Which of the lines in the data mention the string "main"? List them all.
─── GIVEN INFORMATION ───
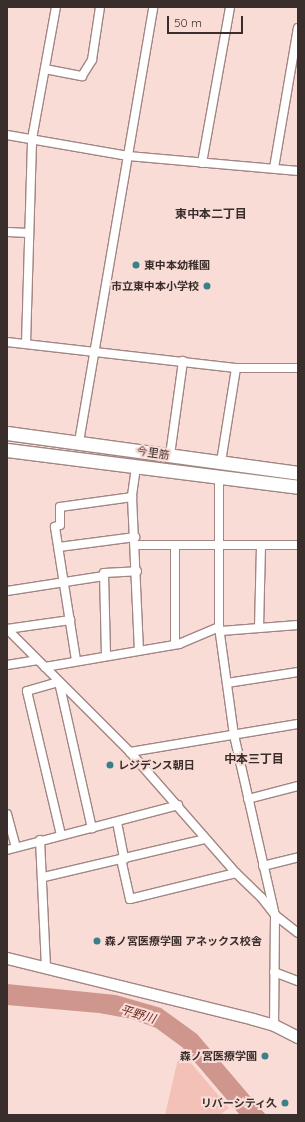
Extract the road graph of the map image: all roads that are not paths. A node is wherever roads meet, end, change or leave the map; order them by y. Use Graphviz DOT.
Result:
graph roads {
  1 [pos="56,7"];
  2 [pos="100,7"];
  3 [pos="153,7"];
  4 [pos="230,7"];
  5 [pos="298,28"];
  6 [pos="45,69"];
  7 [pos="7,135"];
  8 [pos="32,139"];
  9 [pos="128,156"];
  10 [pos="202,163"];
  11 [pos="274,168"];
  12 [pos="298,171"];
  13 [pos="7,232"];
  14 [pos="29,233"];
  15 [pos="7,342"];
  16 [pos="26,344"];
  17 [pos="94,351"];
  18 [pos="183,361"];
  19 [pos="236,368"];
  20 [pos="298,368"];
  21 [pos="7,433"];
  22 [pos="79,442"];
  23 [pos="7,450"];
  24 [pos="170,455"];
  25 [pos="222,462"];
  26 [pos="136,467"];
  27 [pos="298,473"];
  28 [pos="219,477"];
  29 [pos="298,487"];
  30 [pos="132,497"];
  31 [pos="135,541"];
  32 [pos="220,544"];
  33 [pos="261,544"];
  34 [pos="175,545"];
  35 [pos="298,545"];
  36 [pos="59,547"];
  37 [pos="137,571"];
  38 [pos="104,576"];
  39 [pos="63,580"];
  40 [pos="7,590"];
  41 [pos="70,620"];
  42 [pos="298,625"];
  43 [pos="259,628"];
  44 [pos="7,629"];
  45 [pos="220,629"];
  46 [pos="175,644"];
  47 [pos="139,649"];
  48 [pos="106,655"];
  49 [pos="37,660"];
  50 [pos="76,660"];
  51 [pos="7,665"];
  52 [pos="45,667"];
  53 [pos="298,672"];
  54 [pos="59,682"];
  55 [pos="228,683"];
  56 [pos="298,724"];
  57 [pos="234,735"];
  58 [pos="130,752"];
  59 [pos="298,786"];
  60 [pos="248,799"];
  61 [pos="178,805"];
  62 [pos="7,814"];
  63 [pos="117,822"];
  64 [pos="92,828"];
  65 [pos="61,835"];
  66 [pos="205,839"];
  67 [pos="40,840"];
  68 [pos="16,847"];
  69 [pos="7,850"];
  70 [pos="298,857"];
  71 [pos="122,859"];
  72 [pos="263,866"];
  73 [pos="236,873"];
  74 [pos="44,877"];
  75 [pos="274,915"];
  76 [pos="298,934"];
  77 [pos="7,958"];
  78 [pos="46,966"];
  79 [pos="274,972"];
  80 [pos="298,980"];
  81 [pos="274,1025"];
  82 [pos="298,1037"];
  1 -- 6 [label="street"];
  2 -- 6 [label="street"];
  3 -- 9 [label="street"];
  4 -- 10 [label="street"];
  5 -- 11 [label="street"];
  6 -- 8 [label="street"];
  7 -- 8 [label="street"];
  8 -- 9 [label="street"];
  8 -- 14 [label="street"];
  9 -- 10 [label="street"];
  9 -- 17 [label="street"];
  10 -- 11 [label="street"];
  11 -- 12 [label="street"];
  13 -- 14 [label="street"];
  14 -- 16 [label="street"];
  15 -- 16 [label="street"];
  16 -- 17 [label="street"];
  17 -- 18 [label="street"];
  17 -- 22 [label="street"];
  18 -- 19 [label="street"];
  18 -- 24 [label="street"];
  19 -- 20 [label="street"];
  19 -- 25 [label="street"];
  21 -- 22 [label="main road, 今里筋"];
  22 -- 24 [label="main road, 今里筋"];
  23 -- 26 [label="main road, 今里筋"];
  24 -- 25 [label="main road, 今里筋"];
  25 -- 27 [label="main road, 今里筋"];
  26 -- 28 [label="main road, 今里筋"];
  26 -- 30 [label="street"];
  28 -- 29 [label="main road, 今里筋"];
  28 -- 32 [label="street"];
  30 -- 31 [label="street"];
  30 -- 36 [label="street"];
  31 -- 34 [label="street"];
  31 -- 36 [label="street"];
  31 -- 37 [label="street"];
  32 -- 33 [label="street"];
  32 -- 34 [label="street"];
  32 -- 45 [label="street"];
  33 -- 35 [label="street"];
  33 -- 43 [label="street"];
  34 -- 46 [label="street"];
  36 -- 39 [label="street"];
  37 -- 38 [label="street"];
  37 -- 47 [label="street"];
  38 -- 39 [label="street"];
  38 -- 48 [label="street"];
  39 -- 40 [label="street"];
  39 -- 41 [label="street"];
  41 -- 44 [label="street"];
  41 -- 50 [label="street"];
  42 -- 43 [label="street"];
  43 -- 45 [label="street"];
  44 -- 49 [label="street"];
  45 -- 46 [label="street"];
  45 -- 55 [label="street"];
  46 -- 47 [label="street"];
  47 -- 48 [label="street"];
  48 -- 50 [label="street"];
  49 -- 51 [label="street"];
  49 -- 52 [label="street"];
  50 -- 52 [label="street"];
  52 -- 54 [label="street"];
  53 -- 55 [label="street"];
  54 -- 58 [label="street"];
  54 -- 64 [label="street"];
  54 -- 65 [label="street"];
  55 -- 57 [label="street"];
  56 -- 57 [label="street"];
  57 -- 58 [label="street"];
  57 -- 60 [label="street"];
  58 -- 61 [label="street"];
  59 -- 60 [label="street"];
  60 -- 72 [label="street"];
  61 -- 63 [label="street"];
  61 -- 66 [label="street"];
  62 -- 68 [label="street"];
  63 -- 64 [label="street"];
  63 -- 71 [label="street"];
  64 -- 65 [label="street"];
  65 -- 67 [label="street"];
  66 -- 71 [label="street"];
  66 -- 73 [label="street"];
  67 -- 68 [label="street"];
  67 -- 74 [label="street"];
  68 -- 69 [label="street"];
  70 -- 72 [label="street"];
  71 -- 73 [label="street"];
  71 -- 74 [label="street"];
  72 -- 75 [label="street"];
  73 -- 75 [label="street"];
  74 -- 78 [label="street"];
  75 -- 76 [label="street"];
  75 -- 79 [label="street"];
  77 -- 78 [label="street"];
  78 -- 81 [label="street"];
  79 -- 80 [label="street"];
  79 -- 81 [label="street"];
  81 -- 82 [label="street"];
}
───
> SOLUTION TO THIS TASK
  21 -- 22 [label="main road, 今里筋"];
  22 -- 24 [label="main road, 今里筋"];
  23 -- 26 [label="main road, 今里筋"];
  24 -- 25 [label="main road, 今里筋"];
  25 -- 27 [label="main road, 今里筋"];
  26 -- 28 [label="main road, 今里筋"];
  28 -- 29 [label="main road, 今里筋"];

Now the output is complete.